= Delàs Center for Peace Studies =

Organization researching demilitarization

The Delàs Center for Peace Studies (generally known as Centre Delàs) is an independent body involved in analyzing issues like peace, security, defense and disarmament, founded in 1999. First it was linked to Justícia i Pau (Justice and Peace) in Girona, Spain. The center was named after Josep Manuel Delàs, a Catalan military, social activist and pacifist, and chairman of Justícia i Pau. Before settling in Girona, Josep Manuel Delàs was commander of the reserve army and a member of the UMD (Unión Militar Democràtica). Josep Manuel Delàs had been linked to Justícia i Pau from the end of the 1980s until his death in 1999, and president from 1989 to 1995.

The main mission of the center is to carry out research on the economic, social, political and humanitarian impacts of militarism and armed conflicts through a peace culture angle, and the construction of a disarmed society.

The Delàs Center is organized through a working group of researchers which analyze current affairs related to peace, war and security. The organization also takes part in campaigns, organizes conferences and seminars and does advocacy work directed at raising awareness on peace-related issues.

== Research ==
The Delàs Centre has published 54 reports about issues ranging from arms financed by banks, to military spending or arms trade, normally within the framework of the military economic cycle.

The center has also worked alongside Amnesty International and the European Center for Constitutional and Human Rights (ECCHR), for the report “Spanish Arms Exports and Alleged War Crimes in Yemen”. This report revealed new proof on how the Spanish company Airbus Defence and Space S.A. is involved in the arm export to Saudi Arabia, and the UAE.

Published books: Mentes Militarizadas, Políticas Alternativas de Seguridad.

== Campaigns ==
Centre Delàs leads campaigns such as:

- GCOMS, a campaign which organizes the Global Day of Action on Military Spending (GDAMS) to bring the public, the media and political attention to the costs of military spending and the need to invest in new priorities. More than 100 organizations from 35 countries have joined the campaign.
- Banca armada: its aim is to bring out in the open the Financial instiruions which participate to the production of arms, industries which have dangerous consequences on their people and the cities they live in.

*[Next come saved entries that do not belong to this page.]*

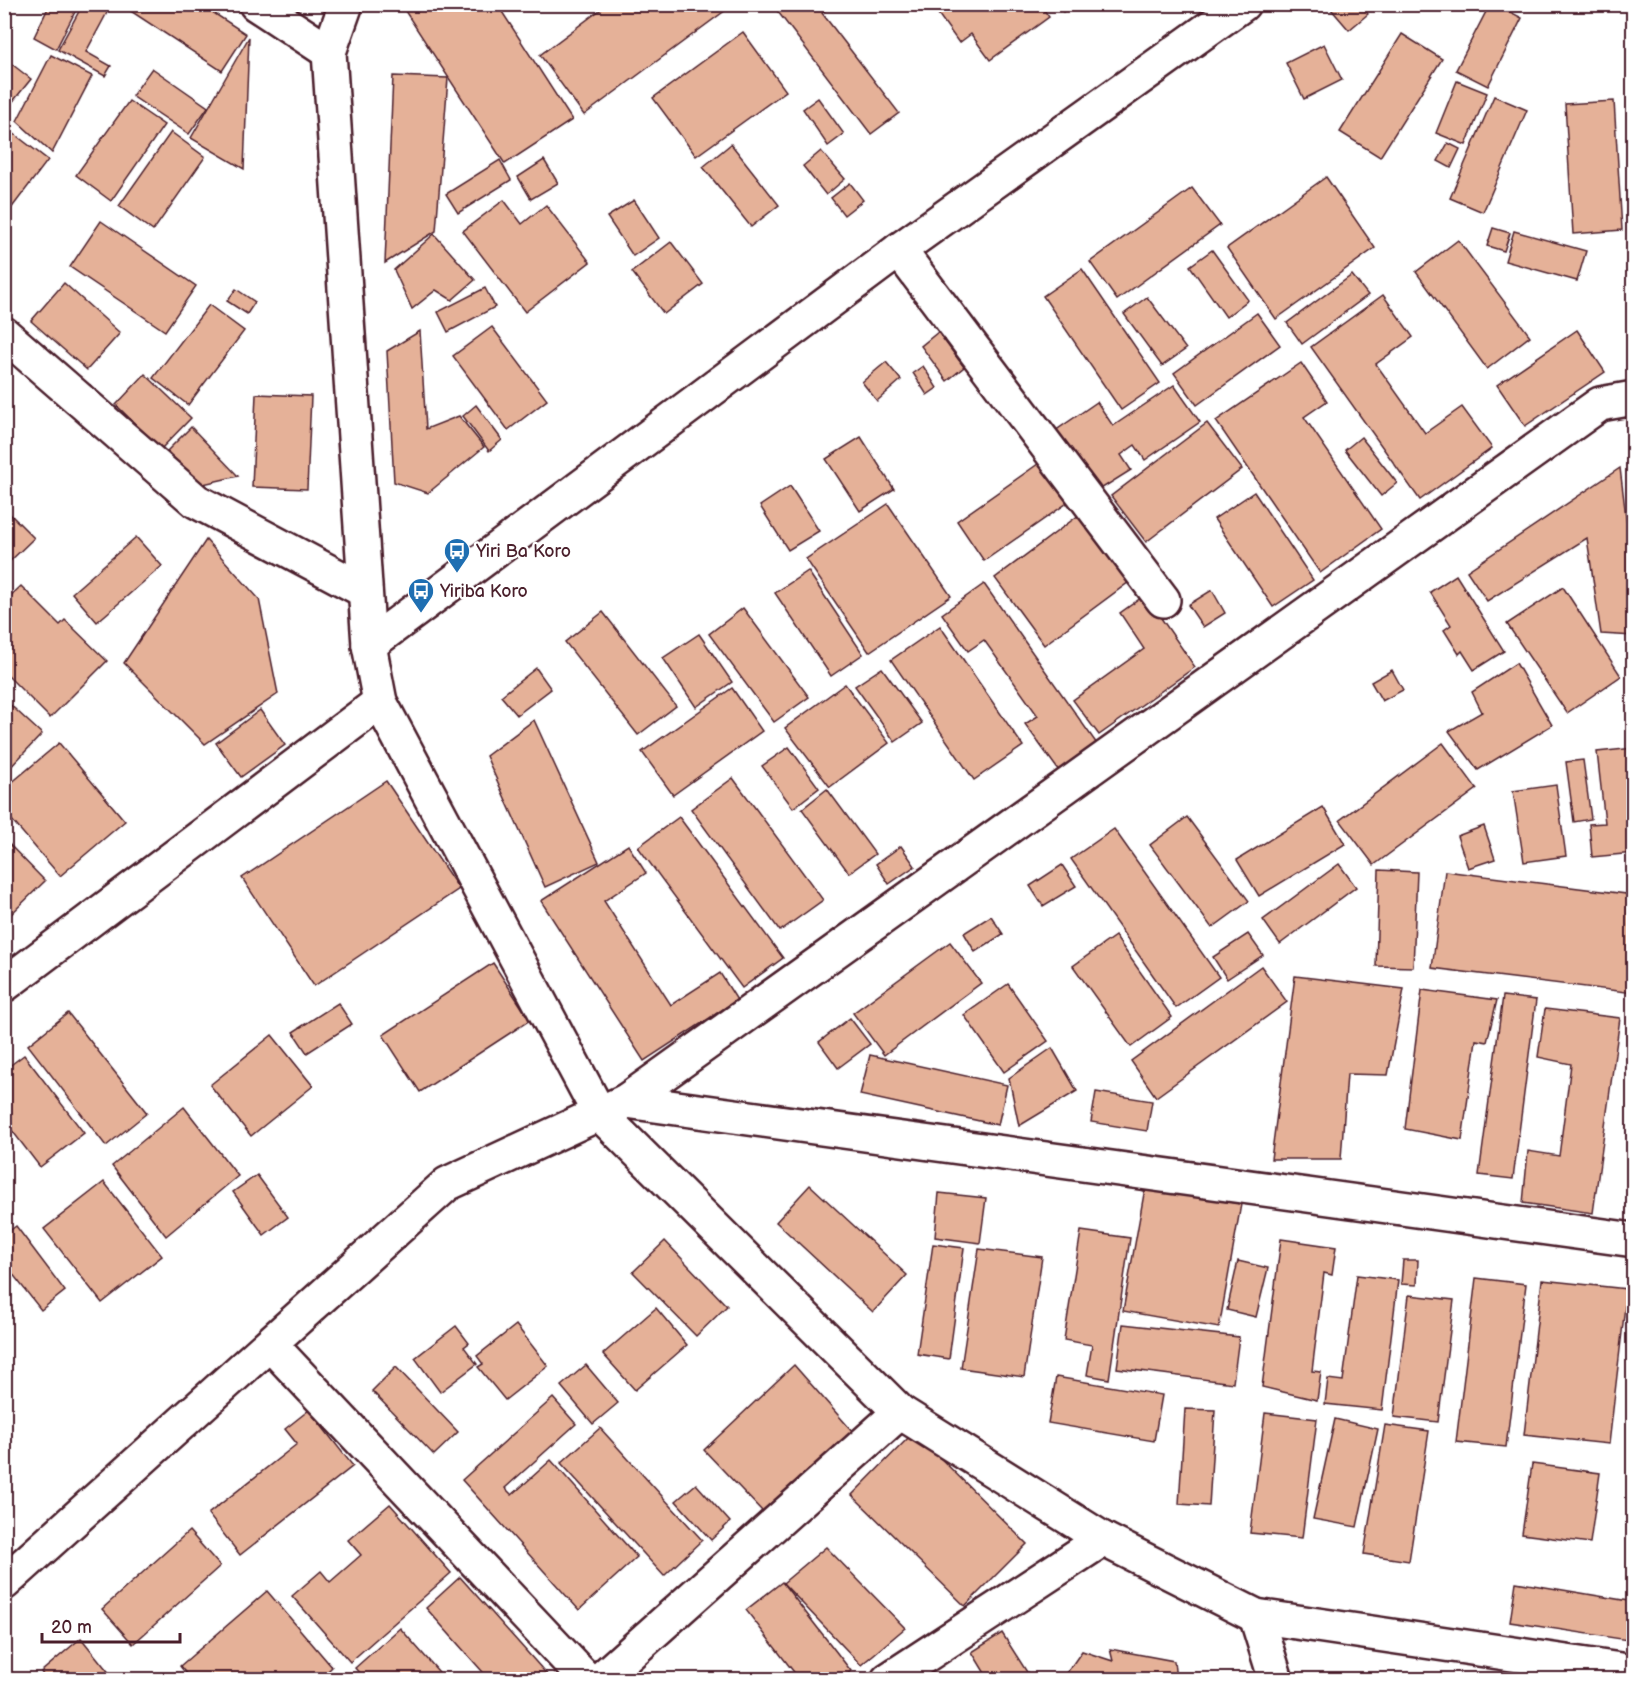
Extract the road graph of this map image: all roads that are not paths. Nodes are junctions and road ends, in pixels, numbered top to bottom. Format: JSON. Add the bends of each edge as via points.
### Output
{"nodes":[{"id":1,"x":256,"y":4,"type":"edge"},
{"id":2,"x":346,"y":4,"type":"edge"},
{"id":3,"x":1243,"y":4,"type":"edge"},
{"id":4,"x":329,"y":52,"type":"junction"},
{"id":5,"x":899,"y":250,"type":"junction"},
{"id":6,"x":4,"y":334,"type":"edge"},
{"id":7,"x":1634,"y":398,"type":"edge"},
{"id":8,"x":365,"y":591,"type":"junction"},
{"id":9,"x":1163,"y":600,"type":"dead end"},
{"id":10,"x":369,"y":645,"type":"junction"},
{"id":11,"x":380,"y":702,"type":"junction"},
{"id":12,"x":4,"y":985,"type":"edge"},
{"id":13,"x":613,"y":1107,"type":"junction"},
{"id":14,"x":1634,"y":1240,"type":"edge"},
{"id":15,"x":270,"y":1344,"type":"junction"},
{"id":16,"x":900,"y":1412,"type":"junction"},
{"id":17,"x":1103,"y":1539,"type":"junction"},
{"id":18,"x":4,"y":1583,"type":"edge"},
{"id":19,"x":1256,"y":1616,"type":"junction"},
{"id":20,"x":1634,"y":1672,"type":"edge"},
{"id":21,"x":587,"y":1680,"type":"edge"},
{"id":22,"x":600,"y":1680,"type":"edge"},
{"id":23,"x":888,"y":1680,"type":"edge"},
{"id":24,"x":1276,"y":1680,"type":"edge"}],
"edges":[{"from":1,"to":4,"type":"street"},
{"from":2,"to":4,"type":"street"},
{"from":3,"to":5,"type":"street"},
{"from":4,"to":8,"type":"street"},
{"from":5,"to":9,"type":"street"},
{"from":5,"to":10,"type":"street"},
{"from":6,"to":8,"type":"street","via":[[196,501]]},
{"from":7,"to":13,"type":"street","via":[[1600,404]]},
{"from":8,"to":10,"type":"street"},
{"from":10,"to":11,"type":"street"},
{"from":11,"to":12,"type":"street"},
{"from":11,"to":13,"type":"street"},
{"from":13,"to":14,"type":"street"},
{"from":13,"to":15,"type":"street","via":[[447,1184]]},
{"from":13,"to":16,"type":"street"},
{"from":15,"to":18,"type":"street"},
{"from":15,"to":21,"type":"street"},
{"from":16,"to":17,"type":"street"},
{"from":16,"to":22,"type":"street"},
{"from":17,"to":19,"type":"street"},
{"from":17,"to":23,"type":"street"},
{"from":19,"to":20,"type":"street"},
{"from":19,"to":24,"type":"street"}]}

The centre is also an active member of campaigns such as ICAN, Stop Killer Robots or Desmilitaritzem l’educació.

== Documentaries ==
In 2013, the Centre Deals was part of the filming of a documentary called ‘Ahimsa’. The documentary's aim was to analyze the causes which provoke wars, to highlight the actors involved, and understand the role citizens play. Moreover, in 2018, the center has also been part of the creation of the documentary  ‘Els fils del tauler’ (the board wires). The documentary explores the causes and the consequences of wars, through the gaze of victims, and points out the responsibilities of organized mass violence: the military industrial complex.

== Prizes ==
In 2021, the center won the Desalambre prize for best NGO research for its report 'Financiación de las armas de la guerra de Yemen' (Financing of weapons of the Yemen war). This analysis focused on the arms companies which exported weapons to Saudi Arabia and the United Arab Emirates. Furthermore, in that same year, the center won the Vicent Martínez Guzmán peace prize in recognition of their research work for peace, awarded by the city of Castellón (Valencian Community).

== Membership and network ==
The Delàs Center for Peace Studies, is a member of the Spanish Association of Research for Peace (AIPAZ) and both the Catalan and Valencian NGOs federations (Fede.cat and CVONGD respectively).

Moreover, it is part of the European Network Against Arms Trade (EENAAT), the War Resisters’ International (WRI), the International Peace Bureau, the International Campaign to abolish Nuclear Weapons (ICAN), the Cluster Munition Coalition, the Campaign to Stop Killer Robots, the International Network on Explosive Weapons (INEW) and the International Action Network on Small Arms (IANSA).